El argumento de Behe acerca de la complejidad irreductible que muestran los seres vivos es un razonamiento estrictamente científico, basado en la estructura de órganos y sistemas biológicos que pueden ser estudiados en la naturaleza. Tal consideración pone de manifiesto que la teoría darwinista hasta ahora aceptada, presenta serios problemas para seguir explicando la realidad. Apelar a la acumulación de pequeñas mutaciones casi imperceptibles ocurridas y seleccionadas al azar, a lo largo de millones de años, para dar cuenta de los sofisticados sistemas biológicos que encontramos hasta en las células más simples, resulta ya insuficiente. No es que al descartar el darwinismo materialista deba imponerse inmediatamente la alternativa del diseño como una conclusión obligada. El hecho de que el gradualismo de Darwin sea incapaz de explicar la realidad, hoy por hoy, no implica necesariamente que no pueda encontrarse otro mecanismo natural capaz de hacerlo. Sin embargo, lo que pone de manifiesto la hipótesis científica del diseño inteligente es una grave anomalía del paradigma darwinista que parece insuperable frente a los conocimientos actuales.

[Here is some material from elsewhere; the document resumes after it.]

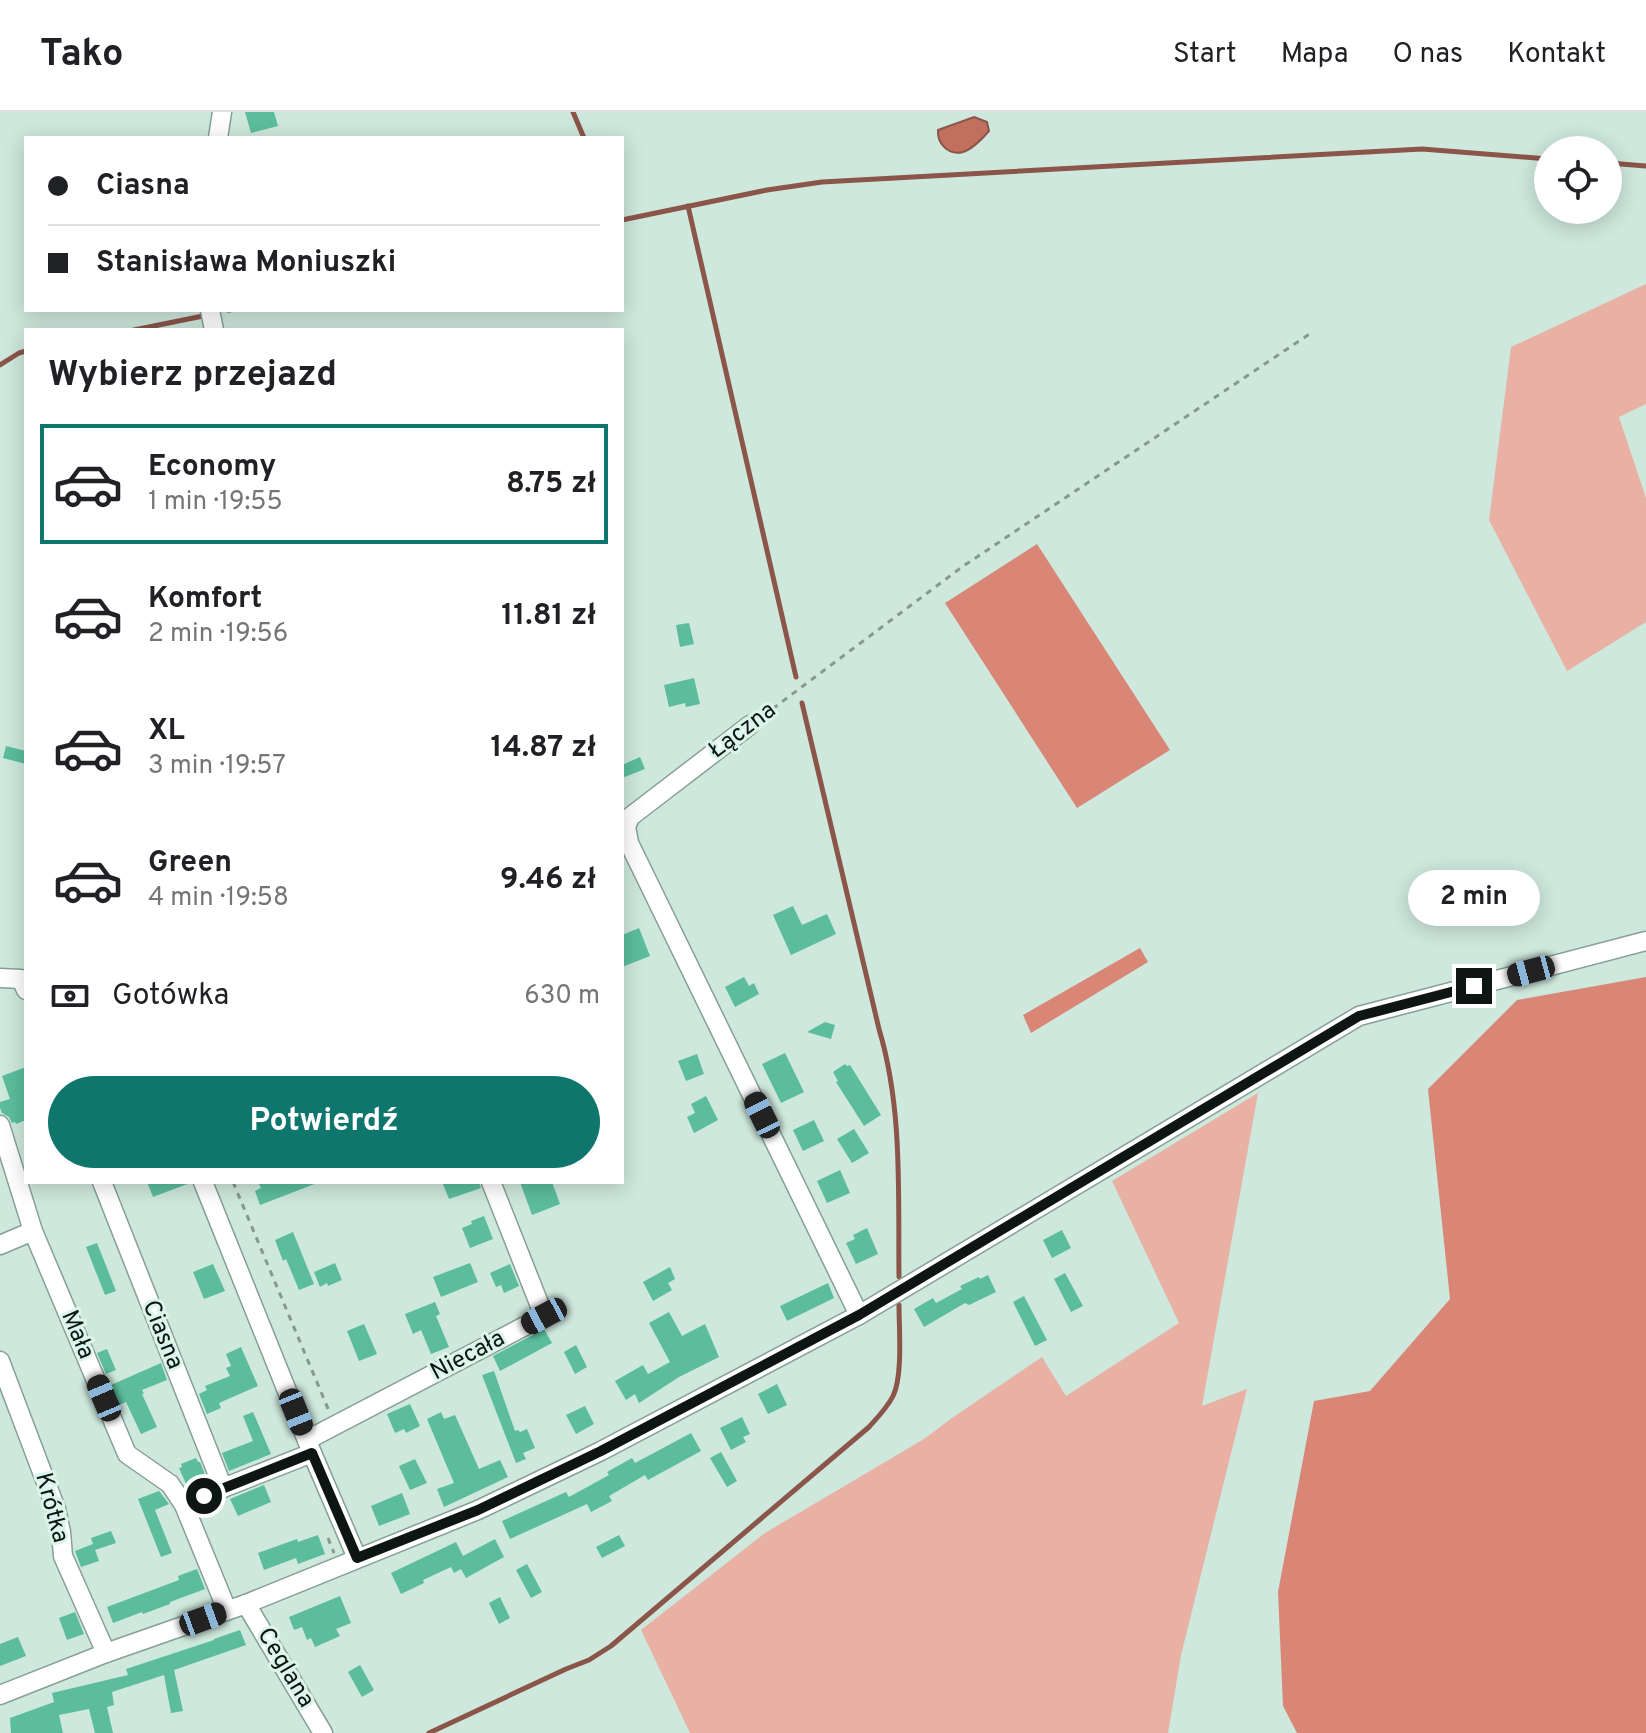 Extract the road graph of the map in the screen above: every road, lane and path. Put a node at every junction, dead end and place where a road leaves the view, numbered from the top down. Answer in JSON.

La conclusión que propone el diseño, acerca de que el cosmos y la vida parecen haber sido diseñados inteligentemente, es una conclusión lógica hecha en base a datos científicos. Y aunque no sea una deducción concluyente para todo el mundo, sí que es racionalmente legítima. Pero el territorio científico del diseño se interrumpe precisamente aquí, en la frontera que delimita la cuestión acerca de la identidad de semejante inteligencia previa. La ciencia no dispone de visado para traspasar esta frontera. Las implicaciones del diseño pertenecen a otro país, al de las conclusiones de naturaleza filosófica que no se preocupan por cómo son las cosas, sino por cuál es su razón de ser. La sofisticada nanotecnología de las células puede hablarnos de un principio causal metafísico que está más allá de la ciencia humana. Y aunque esto no se pueda poner a prueba en ningún laboratorio del mundo, no por ello resulta menos probable. Tal inferencia es legítima e incluso imprescindible en el conocimiento de la realidad. Dios no es una hipótesis de la ciencia pero sí una consecuencia lógica y argumentable desde la razón humana.
1 Dawkins, R., 2011, El espejismo de Dios, ePUB, p. 144.
2 Haught, J. F., 2012, Dios y el Nuevo ateísmo, Sal Terrae, Santander, p. 76.
3 Behe, M. J., 1999, La caja negra de Darwin, Andrés Bello, Barcelona, p. 309.